**Source data**
○ ○ ○
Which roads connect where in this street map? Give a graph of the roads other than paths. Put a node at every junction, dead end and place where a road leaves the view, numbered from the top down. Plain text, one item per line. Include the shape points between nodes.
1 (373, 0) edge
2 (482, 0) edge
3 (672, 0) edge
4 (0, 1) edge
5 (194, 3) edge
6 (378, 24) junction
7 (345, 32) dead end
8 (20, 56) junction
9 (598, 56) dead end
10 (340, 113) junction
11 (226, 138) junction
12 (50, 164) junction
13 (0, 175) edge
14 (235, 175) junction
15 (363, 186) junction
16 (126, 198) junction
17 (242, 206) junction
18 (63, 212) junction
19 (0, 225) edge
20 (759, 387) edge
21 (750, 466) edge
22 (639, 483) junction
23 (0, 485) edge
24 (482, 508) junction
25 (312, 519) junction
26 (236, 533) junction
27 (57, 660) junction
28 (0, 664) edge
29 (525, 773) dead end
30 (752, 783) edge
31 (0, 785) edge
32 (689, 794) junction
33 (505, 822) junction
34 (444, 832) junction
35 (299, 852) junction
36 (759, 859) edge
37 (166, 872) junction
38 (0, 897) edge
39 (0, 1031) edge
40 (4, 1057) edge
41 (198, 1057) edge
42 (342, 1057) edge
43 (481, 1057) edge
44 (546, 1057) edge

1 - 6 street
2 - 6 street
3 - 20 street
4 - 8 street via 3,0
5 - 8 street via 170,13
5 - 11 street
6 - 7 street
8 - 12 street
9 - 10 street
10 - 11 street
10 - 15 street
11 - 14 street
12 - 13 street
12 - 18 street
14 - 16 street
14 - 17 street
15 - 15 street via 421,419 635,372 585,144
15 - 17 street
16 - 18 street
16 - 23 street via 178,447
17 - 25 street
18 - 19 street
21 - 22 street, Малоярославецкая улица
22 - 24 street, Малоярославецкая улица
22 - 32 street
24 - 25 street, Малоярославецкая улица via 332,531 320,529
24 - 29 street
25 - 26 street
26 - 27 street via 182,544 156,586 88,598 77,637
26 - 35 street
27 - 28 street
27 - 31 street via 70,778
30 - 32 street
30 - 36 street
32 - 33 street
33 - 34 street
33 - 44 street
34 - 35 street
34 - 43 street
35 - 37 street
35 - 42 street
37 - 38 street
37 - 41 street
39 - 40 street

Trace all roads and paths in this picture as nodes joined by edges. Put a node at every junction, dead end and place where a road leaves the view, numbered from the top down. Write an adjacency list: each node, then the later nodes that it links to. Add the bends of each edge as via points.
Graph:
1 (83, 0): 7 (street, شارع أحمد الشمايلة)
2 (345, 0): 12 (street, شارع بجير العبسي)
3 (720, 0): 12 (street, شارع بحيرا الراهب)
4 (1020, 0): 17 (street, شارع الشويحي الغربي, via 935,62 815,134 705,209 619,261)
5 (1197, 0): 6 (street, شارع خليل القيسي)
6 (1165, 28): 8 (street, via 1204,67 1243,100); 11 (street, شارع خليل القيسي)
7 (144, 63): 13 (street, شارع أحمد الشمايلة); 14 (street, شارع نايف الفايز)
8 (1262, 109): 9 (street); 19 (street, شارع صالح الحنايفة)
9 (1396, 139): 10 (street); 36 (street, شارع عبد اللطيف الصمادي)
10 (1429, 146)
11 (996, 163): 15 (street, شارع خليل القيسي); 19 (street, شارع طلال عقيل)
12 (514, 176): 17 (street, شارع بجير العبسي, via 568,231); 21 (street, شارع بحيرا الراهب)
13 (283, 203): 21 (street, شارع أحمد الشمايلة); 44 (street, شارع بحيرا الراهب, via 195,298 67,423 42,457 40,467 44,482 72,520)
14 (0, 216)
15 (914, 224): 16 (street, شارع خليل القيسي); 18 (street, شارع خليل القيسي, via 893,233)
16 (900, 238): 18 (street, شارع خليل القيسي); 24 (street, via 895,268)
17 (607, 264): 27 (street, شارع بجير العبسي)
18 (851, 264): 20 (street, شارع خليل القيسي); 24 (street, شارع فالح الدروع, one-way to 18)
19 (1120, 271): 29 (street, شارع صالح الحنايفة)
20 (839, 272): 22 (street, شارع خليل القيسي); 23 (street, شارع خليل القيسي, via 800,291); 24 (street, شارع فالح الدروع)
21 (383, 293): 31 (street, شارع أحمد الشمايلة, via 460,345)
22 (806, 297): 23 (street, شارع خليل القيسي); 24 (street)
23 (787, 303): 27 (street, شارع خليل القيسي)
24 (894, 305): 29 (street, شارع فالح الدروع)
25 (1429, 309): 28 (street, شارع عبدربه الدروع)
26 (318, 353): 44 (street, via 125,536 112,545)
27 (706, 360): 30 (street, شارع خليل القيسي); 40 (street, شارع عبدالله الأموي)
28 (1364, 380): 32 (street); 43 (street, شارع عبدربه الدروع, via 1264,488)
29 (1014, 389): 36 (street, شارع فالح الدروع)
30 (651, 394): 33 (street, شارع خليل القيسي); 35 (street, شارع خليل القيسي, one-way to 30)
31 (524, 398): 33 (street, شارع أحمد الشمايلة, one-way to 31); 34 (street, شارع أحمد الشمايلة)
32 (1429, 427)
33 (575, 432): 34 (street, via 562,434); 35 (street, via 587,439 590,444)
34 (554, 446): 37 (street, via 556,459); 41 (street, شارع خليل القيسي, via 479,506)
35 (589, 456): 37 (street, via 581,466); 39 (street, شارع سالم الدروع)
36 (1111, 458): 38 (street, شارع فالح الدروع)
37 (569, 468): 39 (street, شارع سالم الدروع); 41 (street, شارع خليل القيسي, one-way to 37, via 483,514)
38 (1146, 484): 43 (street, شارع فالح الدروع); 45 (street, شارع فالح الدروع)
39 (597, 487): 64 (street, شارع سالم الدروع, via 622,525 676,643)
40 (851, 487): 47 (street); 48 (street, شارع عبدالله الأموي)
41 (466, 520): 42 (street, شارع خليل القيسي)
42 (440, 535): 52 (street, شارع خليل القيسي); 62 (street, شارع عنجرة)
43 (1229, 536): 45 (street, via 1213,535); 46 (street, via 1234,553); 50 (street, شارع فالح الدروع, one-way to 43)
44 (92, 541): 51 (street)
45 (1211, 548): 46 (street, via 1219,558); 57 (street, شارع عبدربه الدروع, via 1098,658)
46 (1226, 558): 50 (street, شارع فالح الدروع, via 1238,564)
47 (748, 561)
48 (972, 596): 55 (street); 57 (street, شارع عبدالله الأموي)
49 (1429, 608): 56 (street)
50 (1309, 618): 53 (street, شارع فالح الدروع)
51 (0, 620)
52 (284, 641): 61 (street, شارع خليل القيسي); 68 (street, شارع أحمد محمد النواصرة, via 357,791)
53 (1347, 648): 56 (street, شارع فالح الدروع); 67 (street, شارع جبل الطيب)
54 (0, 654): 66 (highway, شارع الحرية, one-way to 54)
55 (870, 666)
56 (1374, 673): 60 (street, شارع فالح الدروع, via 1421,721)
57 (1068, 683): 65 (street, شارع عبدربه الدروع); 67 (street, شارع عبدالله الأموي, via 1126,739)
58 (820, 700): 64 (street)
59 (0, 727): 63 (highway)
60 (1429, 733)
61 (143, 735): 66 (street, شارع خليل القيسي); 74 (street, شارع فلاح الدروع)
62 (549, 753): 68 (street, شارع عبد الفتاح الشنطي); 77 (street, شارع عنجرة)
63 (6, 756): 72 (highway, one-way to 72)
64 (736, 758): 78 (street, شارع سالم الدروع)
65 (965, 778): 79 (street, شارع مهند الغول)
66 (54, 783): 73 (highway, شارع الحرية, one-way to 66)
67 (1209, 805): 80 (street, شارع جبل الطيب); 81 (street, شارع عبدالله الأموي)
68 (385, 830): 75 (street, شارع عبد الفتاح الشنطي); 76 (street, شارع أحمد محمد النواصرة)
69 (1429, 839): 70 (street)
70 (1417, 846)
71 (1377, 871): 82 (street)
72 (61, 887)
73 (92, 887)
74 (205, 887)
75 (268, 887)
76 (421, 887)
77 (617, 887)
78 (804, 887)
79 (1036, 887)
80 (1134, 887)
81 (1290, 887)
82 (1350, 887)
○ ○ ○
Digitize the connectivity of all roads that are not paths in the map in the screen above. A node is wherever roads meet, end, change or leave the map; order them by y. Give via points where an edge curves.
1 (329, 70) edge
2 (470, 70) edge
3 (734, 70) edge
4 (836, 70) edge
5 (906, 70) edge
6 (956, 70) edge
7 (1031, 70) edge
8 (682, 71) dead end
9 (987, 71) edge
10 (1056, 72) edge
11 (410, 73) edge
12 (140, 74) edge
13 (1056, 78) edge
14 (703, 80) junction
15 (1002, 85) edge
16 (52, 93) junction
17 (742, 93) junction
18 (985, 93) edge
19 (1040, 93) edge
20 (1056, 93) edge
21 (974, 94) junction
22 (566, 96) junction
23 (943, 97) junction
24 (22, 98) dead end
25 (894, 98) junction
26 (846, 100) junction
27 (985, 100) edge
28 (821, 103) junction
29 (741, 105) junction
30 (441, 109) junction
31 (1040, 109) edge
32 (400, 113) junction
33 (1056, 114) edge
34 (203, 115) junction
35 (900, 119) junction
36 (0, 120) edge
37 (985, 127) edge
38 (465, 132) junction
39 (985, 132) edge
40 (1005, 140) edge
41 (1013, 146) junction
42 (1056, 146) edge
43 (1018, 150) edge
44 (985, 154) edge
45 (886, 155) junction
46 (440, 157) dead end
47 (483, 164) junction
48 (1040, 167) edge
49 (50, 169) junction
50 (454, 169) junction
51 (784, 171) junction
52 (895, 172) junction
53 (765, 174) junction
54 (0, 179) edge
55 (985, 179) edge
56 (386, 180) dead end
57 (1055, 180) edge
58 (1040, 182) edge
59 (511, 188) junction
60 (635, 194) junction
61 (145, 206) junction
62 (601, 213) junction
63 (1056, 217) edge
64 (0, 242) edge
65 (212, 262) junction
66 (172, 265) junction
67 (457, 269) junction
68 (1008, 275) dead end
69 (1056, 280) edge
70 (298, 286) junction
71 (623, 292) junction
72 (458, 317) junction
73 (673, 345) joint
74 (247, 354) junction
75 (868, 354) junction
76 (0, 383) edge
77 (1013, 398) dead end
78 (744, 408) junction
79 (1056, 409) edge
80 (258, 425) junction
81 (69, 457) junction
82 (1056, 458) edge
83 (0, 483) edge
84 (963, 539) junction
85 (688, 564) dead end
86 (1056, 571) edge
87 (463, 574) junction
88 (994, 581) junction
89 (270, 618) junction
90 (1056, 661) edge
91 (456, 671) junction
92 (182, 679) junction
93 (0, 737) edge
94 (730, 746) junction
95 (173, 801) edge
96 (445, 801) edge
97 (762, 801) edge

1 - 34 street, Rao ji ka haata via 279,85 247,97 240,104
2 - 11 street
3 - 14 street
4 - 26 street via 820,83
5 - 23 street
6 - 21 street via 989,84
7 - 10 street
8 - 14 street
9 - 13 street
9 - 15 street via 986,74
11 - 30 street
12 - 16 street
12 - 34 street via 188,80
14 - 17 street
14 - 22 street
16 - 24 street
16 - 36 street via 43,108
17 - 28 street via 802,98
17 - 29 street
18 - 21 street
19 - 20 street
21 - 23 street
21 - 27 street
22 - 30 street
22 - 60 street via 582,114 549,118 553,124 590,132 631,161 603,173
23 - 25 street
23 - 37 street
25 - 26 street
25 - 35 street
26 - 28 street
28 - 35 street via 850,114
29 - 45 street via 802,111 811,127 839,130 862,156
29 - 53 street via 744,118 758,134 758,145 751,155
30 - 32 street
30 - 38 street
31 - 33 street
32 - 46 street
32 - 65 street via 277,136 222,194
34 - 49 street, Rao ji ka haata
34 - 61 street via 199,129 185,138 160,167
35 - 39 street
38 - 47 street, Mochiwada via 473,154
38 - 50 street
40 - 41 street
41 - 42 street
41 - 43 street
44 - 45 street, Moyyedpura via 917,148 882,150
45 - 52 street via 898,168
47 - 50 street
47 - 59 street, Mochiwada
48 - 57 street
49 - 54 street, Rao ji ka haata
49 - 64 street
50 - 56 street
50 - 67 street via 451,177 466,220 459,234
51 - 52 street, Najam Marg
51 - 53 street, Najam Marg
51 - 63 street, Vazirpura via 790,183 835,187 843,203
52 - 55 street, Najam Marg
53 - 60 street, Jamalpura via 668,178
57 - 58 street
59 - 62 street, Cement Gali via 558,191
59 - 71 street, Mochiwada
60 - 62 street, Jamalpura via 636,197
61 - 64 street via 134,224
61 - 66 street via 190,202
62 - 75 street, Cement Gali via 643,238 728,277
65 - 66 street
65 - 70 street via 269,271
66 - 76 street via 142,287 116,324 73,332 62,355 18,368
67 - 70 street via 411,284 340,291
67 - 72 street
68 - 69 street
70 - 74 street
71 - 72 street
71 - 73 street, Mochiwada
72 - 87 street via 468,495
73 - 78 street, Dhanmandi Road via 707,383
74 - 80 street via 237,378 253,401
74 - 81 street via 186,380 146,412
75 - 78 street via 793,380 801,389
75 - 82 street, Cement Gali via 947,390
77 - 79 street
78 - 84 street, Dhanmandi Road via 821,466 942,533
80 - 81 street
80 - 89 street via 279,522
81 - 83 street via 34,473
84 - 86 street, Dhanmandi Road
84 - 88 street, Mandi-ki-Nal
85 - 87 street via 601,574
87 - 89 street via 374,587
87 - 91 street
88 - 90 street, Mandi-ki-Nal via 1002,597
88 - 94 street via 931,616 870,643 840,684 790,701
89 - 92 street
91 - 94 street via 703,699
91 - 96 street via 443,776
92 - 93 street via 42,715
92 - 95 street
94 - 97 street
○ ○ ○
**Problem requirements**
Your task is to return each line of the data above that contains the string "الأموي".

**Answer space**
27 (706, 360): 30 (street, شارع خليل القيسي); 40 (street, شارع عبدالله الأموي)
40 (851, 487): 47 (street); 48 (street, شارع عبدالله الأموي)
48 (972, 596): 55 (street); 57 (street, شارع عبدالله الأموي)
57 (1068, 683): 65 (street, شارع عبدربه الدروع); 67 (street, شارع عبدالله الأموي, via 1126,739)
67 (1209, 805): 80 (street, شارع جبل الطيب); 81 (street, شارع عبدالله الأموي)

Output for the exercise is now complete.